Black Elk (1863-1950), the Lakota holy man, is beloved by millions of
readers around the world. The book Black Elk Speaks is the most
widely-read Native American testimony of the last century and a key work
in our understanding of American Indian traditions. In Black Elk, Lakota
Visionary, Harry Oldmeadow draws on recently discovered sources and
in-depth research to provide a major re-assessment of Black Elk's life
and work. The author explores Black Elk's mystical visions, his
controversial engagement with Catholicism, and his previously
unrecognized attempts to preserve and revive ancestral Sioux beliefs and
practices.
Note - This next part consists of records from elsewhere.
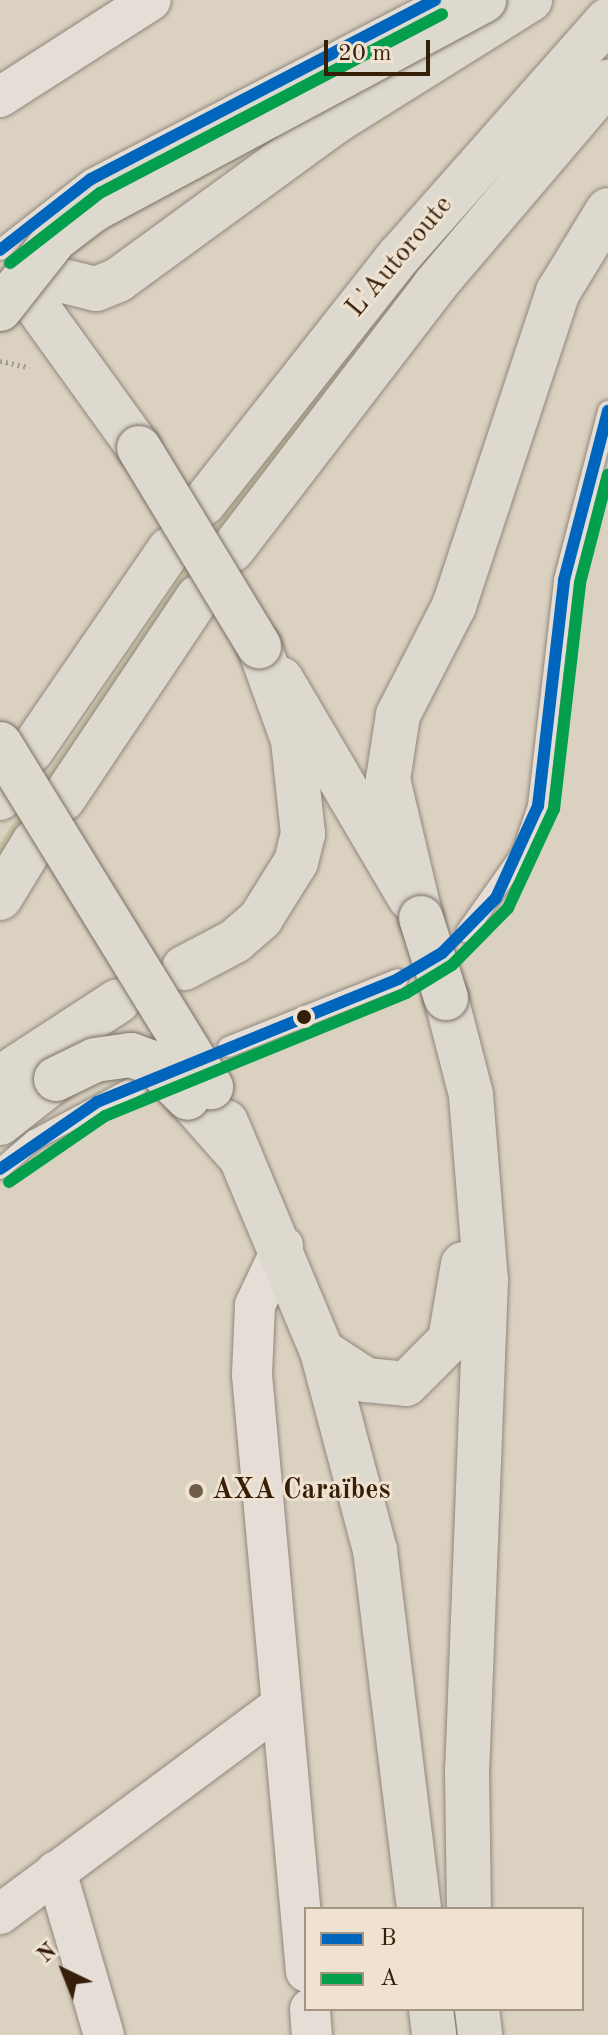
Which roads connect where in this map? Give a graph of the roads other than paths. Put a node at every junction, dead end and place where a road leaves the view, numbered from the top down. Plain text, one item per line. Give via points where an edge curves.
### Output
1 (151, 0) edge
2 (435, 0) edge
3 (484, 0) edge
4 (530, 0) edge
5 (608, 20) edge
6 (608, 82) edge
7 (0, 97) edge
8 (608, 210) edge
9 (0, 250) edge
10 (26, 294) edge
11 (608, 411) edge
12 (203, 504) dead end
13 (170, 549) dead end
14 (232, 550) dead end
15 (198, 597) dead end
16 (259, 646) junction
17 (15, 748) edge
18 (63, 799) dead end
19 (34, 842) dead end
20 (0, 898) edge
21 (421, 918) junction
22 (466, 932) dead end
23 (184, 968) dead end
24 (398, 979) dead end
25 (118, 1001) dead end
26 (228, 1047) dead end
27 (0, 1078) edge
28 (141, 1083) dead end
29 (200, 1092) junction
30 (0, 1123) edge
31 (480, 1155) junction
32 (0, 1169) edge
33 (283, 1246) junction
34 (322, 1351) junction
35 (279, 1707) junction
36 (56, 1871) junction
37 (419, 1907) edge
38 (469, 1907) edge
39 (0, 1914) edge
40 (304, 1952) edge
41 (310, 2011) edge
42 (431, 2011) edge
43 (477, 2011) edge
44 (104, 2035) edge
45 (312, 2035) edge
46 (434, 2035) edge
47 (480, 2035) edge

1 - 7 street
2 - 9 lane via 91,179
3 - 10 main road, bridge via 93,210 55,239
4 - 10 main road via 336,121 118,280 96,289
5 - 12 main road, L'Autoroute via 399,256
6 - 14 main road, L'Autoroute via 435,285
8 - 21 main road via 558,292 454,606 398,715 388,779
10 - 16 main road, bridge via 139,448
11 - 22 lane via 564,580 538,806 522,853
13 - 17 main road
15 - 18 main road
16 - 21 main road
16 - 23 main road via 293,740 303,834 296,862 261,918 235,941
17 - 29 main road, bridge
19 - 20 main road
21 - 31 main road, bridge via 446,998
24 - 26 lane
25 - 27 main road
28 - 32 lane via 72,1117
29 - 30 main road, bridge via 131,1055 95,1060 56,1079
29 - 33 main road via 241,1158
31 - 34 main road via 456,1316 439,1355 406,1384 384,1387
31 - 38 main road via 486,1280 467,1770
33 - 34 main road
33 - 35 street via 255,1305 252,1361
34 - 37 main road via 375,1550
35 - 36 street
35 - 40 street
36 - 39 street
36 - 44 street
41 - 45 street
42 - 46 main road
43 - 47 main road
Oldmeadow's lively and highly readable account also examines
the controversies that have surrounded Black Elk and his collaborators,
John G. Neihardt and Joseph Epes Brown. Oldmeadow judiciously explains
why both Black Elk Speaks and The Sacred Pipe: Black Elk's Account of
the Seven Rites of the Oglala Sioux are to be ranked amongst the most
profound spiritual documents of the twentieth century. Black Elk, Lakota
Visionary will command the attention of every reader who is interested
in the American Indians, providing fascinating insights into their
ancestral traditions prior to the reservation era, the subsequent
destruction and revival of their traditional ways, and the vital lessons
which the contemporary world might draw from their spiritual legacy.